Re: [PATCH] of: allocate / free phandle cache outside of the devtree_lock

Sebastian Andrzej Siewior <bigeasy@xxxxxxxxxxxxx> · Fri, 29 Nov 2019 14:57:56 +0100

On 2019-11-12 16:48:12 [-0600], Frank Rowand wrote:
> Hi Sebastian,
Hi Frank,

> On 11/11/19 11:21 AM, Sebastian Andrzej Siewior wrote:
> > The phandle cache code allocates memory while holding devtree_lock which
> > is a raw_spinlock_t. Memory allocation (and free()) is not possible on
> > RT while a raw_spinlock_t is held.
> > Invoke the kfree() and kcalloc() while the lock is dropped.
> 
> I thought the GFP_ATOMIC passed to kcalloc() in of_populate_phandle_cache()
> was sufficient.  And I didn't realize (or remember) that kfree was
> not allowed while a raw_spinlock_t is held.  Do you have a
> pointer to the preempt RT documentation that explains that?
> I'd like to add that pointer to my personal notes about locking so
> that I won't mis-remember this too often.

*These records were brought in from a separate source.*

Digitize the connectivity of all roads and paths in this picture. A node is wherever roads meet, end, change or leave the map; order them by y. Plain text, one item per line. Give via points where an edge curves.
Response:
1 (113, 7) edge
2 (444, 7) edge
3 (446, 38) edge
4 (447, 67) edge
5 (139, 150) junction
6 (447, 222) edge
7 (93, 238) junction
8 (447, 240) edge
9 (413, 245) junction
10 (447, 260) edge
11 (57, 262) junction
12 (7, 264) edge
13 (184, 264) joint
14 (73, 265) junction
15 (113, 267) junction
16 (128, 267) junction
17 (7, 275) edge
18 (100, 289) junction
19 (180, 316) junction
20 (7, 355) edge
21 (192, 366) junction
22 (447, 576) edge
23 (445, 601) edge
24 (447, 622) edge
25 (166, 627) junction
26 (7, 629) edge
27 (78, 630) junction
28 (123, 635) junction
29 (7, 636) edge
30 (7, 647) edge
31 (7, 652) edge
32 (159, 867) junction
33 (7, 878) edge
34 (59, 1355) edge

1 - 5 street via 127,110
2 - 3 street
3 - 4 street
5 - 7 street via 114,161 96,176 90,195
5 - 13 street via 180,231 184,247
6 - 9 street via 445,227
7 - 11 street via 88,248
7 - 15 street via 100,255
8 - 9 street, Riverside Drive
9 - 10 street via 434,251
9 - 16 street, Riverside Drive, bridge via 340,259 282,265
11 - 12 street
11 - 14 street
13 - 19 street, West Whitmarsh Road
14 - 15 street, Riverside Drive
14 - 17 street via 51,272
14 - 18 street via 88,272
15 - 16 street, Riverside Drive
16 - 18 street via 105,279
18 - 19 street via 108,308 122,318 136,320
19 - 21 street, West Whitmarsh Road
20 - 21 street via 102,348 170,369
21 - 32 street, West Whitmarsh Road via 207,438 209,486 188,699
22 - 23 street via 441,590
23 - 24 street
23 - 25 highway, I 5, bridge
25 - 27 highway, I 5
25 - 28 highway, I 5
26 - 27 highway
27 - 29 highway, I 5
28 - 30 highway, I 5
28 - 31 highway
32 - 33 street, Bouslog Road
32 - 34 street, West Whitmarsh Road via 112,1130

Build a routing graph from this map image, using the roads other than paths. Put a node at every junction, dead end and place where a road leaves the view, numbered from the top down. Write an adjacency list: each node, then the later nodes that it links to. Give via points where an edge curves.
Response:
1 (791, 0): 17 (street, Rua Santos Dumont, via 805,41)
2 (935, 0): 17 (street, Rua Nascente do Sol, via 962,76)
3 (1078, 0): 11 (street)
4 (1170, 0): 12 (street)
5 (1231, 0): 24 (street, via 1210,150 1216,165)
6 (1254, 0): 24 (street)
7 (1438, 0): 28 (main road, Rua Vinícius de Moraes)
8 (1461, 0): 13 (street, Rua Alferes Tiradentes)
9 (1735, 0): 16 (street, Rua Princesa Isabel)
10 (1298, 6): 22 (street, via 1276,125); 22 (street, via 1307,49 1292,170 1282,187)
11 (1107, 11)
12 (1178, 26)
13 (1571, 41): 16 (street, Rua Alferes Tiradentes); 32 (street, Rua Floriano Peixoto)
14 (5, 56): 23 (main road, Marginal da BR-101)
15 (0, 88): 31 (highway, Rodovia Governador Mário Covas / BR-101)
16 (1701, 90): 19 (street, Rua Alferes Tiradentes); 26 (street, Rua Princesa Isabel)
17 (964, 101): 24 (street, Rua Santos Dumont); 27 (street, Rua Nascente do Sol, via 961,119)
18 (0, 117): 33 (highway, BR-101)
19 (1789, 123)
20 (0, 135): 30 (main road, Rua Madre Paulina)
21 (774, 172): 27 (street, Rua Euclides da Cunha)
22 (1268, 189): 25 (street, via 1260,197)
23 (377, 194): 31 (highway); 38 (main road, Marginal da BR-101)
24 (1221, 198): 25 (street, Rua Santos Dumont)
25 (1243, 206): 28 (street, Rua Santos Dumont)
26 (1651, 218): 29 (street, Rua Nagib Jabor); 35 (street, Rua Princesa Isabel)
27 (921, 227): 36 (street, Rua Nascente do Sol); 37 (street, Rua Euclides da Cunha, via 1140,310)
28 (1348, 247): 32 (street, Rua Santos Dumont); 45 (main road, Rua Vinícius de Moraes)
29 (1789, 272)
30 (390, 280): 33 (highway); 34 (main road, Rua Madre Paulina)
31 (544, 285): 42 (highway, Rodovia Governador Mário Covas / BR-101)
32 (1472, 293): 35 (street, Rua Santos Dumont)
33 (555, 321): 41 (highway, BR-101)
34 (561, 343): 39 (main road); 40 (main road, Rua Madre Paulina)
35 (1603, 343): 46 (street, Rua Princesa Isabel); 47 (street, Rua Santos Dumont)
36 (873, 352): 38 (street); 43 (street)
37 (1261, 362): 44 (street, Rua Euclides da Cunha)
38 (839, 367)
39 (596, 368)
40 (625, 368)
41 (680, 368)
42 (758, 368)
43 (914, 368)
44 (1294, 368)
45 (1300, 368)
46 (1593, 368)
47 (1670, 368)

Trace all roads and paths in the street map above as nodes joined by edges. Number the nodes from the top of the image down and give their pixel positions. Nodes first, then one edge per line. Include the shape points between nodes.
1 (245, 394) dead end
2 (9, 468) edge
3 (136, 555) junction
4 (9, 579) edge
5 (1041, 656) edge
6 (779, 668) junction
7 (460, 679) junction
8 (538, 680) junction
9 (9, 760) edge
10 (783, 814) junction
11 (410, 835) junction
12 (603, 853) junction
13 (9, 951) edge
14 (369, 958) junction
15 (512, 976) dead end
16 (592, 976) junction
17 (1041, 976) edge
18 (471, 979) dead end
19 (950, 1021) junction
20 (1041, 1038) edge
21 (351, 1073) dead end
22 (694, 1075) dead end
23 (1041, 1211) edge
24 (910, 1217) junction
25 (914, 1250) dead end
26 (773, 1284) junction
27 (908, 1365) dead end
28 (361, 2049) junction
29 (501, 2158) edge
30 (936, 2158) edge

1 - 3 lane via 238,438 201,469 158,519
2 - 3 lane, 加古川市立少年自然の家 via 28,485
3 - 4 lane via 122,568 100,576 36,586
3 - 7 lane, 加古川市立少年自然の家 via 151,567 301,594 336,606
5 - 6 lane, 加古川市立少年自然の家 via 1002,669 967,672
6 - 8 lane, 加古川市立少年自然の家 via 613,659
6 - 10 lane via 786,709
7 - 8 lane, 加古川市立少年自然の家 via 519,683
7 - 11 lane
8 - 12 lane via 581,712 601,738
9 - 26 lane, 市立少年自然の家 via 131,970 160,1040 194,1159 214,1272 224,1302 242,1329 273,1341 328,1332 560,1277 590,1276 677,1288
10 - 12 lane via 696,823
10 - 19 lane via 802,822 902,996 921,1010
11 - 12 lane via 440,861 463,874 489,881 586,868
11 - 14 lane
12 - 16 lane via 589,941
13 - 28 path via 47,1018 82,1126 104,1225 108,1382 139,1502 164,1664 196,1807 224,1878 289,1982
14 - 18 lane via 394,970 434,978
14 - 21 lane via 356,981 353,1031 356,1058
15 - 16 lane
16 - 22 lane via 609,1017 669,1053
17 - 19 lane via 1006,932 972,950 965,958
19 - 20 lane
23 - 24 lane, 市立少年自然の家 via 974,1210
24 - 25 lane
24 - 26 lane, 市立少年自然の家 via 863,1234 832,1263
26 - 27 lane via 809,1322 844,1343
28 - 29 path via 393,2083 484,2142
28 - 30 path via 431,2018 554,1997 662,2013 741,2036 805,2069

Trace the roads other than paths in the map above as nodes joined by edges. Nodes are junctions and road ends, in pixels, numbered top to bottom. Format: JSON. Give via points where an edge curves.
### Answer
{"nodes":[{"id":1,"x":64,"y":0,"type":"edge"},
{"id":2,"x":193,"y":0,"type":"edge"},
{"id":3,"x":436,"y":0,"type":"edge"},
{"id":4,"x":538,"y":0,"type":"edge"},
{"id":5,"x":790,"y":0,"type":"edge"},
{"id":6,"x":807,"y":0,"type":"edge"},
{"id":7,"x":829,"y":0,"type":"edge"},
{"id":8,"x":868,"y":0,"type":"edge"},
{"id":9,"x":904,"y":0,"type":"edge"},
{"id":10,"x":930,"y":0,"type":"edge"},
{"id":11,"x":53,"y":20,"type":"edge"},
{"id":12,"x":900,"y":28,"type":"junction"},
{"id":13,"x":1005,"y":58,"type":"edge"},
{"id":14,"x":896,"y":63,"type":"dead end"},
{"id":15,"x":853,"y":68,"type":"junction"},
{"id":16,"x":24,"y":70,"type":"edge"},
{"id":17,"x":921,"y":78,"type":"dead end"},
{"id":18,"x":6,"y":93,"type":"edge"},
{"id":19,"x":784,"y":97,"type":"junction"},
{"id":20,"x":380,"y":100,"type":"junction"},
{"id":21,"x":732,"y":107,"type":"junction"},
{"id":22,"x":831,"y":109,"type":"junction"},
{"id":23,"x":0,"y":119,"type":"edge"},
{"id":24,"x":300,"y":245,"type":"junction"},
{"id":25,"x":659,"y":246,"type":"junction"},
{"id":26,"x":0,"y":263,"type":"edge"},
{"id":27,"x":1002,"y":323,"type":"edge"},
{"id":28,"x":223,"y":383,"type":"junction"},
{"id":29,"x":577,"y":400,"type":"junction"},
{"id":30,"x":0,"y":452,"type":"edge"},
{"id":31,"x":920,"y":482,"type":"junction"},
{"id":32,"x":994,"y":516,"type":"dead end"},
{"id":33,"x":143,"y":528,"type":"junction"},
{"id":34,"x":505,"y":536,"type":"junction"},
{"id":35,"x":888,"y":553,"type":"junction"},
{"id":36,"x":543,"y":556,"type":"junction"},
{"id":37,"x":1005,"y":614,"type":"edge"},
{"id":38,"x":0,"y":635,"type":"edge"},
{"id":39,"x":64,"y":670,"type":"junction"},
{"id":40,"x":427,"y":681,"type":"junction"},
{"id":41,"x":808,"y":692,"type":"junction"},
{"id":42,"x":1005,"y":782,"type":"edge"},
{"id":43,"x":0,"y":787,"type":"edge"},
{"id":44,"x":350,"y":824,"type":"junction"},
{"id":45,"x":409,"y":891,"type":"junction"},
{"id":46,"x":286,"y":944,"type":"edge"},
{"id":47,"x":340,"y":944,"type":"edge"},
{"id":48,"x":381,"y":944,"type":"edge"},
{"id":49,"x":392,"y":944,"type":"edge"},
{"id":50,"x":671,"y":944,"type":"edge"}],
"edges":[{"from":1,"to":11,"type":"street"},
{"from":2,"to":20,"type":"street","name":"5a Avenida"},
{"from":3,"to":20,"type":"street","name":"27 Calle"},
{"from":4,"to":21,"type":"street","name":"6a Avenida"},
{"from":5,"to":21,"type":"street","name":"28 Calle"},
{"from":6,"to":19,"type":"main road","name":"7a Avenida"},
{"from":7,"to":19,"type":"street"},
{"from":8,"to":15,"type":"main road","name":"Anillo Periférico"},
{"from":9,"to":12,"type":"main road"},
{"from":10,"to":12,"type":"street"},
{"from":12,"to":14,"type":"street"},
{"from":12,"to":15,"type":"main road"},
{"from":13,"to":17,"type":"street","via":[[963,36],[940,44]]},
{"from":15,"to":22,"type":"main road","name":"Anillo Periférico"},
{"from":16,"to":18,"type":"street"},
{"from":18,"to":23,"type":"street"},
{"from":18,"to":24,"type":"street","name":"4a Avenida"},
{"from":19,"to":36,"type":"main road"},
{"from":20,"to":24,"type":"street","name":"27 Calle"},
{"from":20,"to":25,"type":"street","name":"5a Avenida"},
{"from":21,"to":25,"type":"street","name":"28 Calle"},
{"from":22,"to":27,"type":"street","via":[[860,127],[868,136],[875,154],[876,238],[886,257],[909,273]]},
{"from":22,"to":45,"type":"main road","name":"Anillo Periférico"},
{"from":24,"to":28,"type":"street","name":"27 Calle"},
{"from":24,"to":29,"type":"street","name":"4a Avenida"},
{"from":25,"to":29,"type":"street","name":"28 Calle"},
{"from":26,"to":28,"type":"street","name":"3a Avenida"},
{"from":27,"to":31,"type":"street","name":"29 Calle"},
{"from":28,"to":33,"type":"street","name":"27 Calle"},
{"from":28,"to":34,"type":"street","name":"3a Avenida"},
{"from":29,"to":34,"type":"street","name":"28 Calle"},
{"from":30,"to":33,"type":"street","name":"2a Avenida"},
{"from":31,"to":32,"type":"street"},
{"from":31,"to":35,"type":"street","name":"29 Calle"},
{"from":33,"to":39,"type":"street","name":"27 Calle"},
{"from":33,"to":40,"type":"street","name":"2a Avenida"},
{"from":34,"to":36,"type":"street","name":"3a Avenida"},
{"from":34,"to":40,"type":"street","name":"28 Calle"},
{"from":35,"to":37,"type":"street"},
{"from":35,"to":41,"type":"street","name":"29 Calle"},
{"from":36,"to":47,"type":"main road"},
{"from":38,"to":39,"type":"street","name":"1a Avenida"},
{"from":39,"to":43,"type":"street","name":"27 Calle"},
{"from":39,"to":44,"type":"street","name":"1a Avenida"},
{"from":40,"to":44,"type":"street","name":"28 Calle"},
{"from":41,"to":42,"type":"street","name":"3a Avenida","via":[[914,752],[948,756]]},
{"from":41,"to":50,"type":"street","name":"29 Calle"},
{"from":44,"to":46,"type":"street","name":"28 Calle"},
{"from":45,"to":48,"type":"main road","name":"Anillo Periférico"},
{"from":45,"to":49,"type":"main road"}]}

Unfortunately not yet. I have a mini document that needs polishing…
However, since as far as my RT memory goes:
GFP_ATOMIC can be used in non-blocking context. On !RT that includes
disabled preemption and/or interrupts _usually_ part of locking (like
spin_lock_irqsave()) or the inherited context like IRQ-handler or
softirq for instance.
On RT the former example is not blocking anymore (sleeping spinlocks,
threaded IRQs). The locking with raw_spinlock_t still disables
preemption and interrupts as part of the procedure. The GFP_ATOMIC in
this case does not matter on RT here in terms of blocking (the part with
emergency pools and so on remains unchanged). 
The kfree() part within a raw_spinlock_t section has the same
limitations on RT as kmalloc() for the same reason. The SLUB part of the
function is fine. The problem is once SLUB has to call to the page
allocated in order to return or ask for memory. We can't do this in
blocking context.

…
> > | smp: Bringing up secondary CPUs ...
> > | BUG: sleeping function called from invalid context at kernel/locking/rtmutex.c:973
> > | in_atomic(): 1, irqs_disabled(): 1, non_block: 0, pid: 0, name: swapper/1
> > | 1 lock held by swapper/1/0:
> > |  #0: c000000000def6e0 (devtree_lock){+.+.}, at: of_find_node_opts_by_path+0x1f4/0x230
> > | Preemption disabled at:
> > | [<c0000000000557a0>] start_secondary+0xd0/0x6a0
> > |
> > | Call Trace:
> > | [c0000001f9667d10] [c000000000158e30] ___might_sleep+0x250/0x270
> > | [c0000001f9667da0] [c000000000984f40] rt_spin_lock+0x70/0x90
> > | [c0000001f9667de0] [c0000000007e3634] of_find_node_opts_by_path+0x1f4/0x230
> > | [c0000001f9667e30] [c0000000007e3844] of_get_next_cpu_node+0x144/0x180
> > | [c0000001f9667e70] [c0000000007e38d8] of_get_cpu_node+0x58/0x90
> > | [c0000001f9667eb0] [c00000000002eb00] cpu_to_chip_id+0x20/0x70
> > | [c0000001f9667ee0] [c000000000055858] start_secondary+0x188/0x6a0
> > | [c0000001f9667f90] [c00000000000b554] start_secondary_prolog+0x10/0x14
> > 
> > because cpu_to_chip_id() acquires devtree_lock() early in the CPU-bring
> > up path.
> 
> I read too much into that sentence, and ran off on a tangent re-educating
> myself on preempt RT lock stuff.
> 
> The issue in this path is that start_secondary() disables preemption before
> going down the code path that ends up with an attempt by of_find_node_opts_by_path()
> to lock devtree_lock.  It is ok to acquire a raw spinlock with preemption
> disabled, but not ok to acquire a normal spinlock with preemption disabled.
That is correct. So
	spin_lock();
	spin_lock();

is okay. However
	preempt_disable();
	spin_lock();

is not okay. Same is true for s/preempt_disable/local_irq_disable()/.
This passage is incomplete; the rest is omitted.